All have some Lawsonesque characteristics: natural materials, deep eaves, undecorated, central front loggia, tall piers and modernist characteristics.  Of those, two have some influence of the English Arts-and-Crafts architect Charles F.A. Voysey (1857-1941): Biltmore and Charnwood Oaks which are clad with roughcast finish and shingles with wide eaves, Asian influence, oriel windows, portholes, horizontal bands of windows and bold piers extending above the roofline. Another is the 20 Gurner Street duplex (J.J. Meyher, 1913).

The next group of inter-war Arts-and-Craft flats was  influenced by Californian Bungalow houses: Belmont, 86 Alma Road, (Richardson & Wood, 1923); San Remo, 354 Beaconsfield Parade (H.V. Gillespie, 1923; 360 Beaconsfield Parade (A. Ikin, 1927); Yurnga, 36 Brighton Road (H.R. Johnson, 1920-21); Darjeeling, 15 Foster Street (H.V. Gillespie, 1924); Aldershot, 27-29 Gurner Street (G.F. Trudgeon, 1919) and 14-20 Victoria Street (W.E. Tonks, 1918).

Californian Bungalows have low-pitched nested roofs, usually gables, bow or bay windows, or balconies, natural materials such as brick, roughcast, timber and shingles as cladding, timber posts on pylons, and casement windows.  A few of these flats such as Belmont actually look like big Californian Bungalows, but most use bungalow elements in an interesting composition to give scale and warm tactile qualities to what would otherwise be big boring blocks of flats.

A final group freely adopts a refreshingly stripped down Classical language: 60 Grey Street; Summerland, (15, Christopher Cowper, 1920-21) and Southwold, 57 Acland Street (1915, designer unknown).

A few of the flats virtually defy analysis and can’t readily adopt any stylistic label: Aldershot and particularly Windsor Court, 24-26 Robe Street, by J & V. Gillespie, 1919.  Some of these rely also on strong massing and unusual composition for their design impact, as: Darjeeling and 60 Grey Street (R. Clifford Taylor, 1921).

Wimmera is much simpler than these challenging designs, but no less satisfying a design.  It is to be hoped that the flats I have described as Arts-and-Crafts and particularly the early work of Howard R. Lawson in St Kilda will be studied and appreciated in greater depth than has been possible so briefly here.

 

References

Clare, John. The post-Federation house in Melbourne. Bungalow and Vernacular Revival styles 1900-1930.  University of Melbourne 1984.

Goad, Philip. Melbourne Architecture. The Watermark Press. Sydney 1999.  pp 116, 142, 268 & 269.

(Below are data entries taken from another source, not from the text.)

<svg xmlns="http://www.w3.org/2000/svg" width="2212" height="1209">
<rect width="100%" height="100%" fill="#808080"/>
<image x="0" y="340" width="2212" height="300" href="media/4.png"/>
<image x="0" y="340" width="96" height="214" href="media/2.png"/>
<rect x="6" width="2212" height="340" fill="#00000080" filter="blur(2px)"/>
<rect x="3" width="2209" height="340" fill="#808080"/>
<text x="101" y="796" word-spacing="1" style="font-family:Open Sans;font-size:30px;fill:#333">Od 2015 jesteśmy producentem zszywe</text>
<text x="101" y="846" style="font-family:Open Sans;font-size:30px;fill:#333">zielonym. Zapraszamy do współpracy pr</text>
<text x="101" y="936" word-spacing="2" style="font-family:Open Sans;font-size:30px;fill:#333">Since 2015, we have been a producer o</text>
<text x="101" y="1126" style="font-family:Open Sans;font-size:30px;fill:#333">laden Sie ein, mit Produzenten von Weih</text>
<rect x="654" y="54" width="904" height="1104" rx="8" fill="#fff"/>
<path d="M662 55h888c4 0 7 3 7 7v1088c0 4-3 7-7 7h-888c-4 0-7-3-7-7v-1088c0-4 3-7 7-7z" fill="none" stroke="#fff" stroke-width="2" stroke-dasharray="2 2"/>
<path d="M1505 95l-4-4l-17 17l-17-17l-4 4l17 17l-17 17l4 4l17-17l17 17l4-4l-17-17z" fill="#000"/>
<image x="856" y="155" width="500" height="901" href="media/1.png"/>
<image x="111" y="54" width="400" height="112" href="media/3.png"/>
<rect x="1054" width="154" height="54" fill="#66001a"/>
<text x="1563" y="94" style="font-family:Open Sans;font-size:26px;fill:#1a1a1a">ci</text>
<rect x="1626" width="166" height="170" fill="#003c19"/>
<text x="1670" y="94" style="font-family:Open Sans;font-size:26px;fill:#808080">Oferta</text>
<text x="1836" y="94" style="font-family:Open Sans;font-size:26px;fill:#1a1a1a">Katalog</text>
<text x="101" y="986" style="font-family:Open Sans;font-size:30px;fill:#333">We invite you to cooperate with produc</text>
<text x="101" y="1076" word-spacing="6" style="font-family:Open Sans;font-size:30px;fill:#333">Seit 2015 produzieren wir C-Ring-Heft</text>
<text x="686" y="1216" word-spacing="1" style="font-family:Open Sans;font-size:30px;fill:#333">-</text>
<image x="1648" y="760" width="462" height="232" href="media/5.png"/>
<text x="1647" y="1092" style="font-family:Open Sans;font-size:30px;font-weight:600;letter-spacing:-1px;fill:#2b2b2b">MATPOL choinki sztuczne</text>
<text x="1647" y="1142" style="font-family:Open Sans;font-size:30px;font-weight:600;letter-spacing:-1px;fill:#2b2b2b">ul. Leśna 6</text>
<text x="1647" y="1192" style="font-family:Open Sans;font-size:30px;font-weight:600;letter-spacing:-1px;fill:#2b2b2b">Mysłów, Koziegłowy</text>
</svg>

Peck, Robert., von Hartel, Trethowan & Hanshall Hansen Associates. City of St Kilda. Twentieth Century Architectural Study. 1992  (Unpaginated).

Storey, Rohan. ‘Significant Flats in St Kilda’. Trust News.  May 1989.  pp 18 & 19. 

St Kilda City Council.  Building permit application no. 3413.  Includes drawings for both Wimmera and the Grange.

St Kilda City Council.  Building permit application no. 3411, August 1917.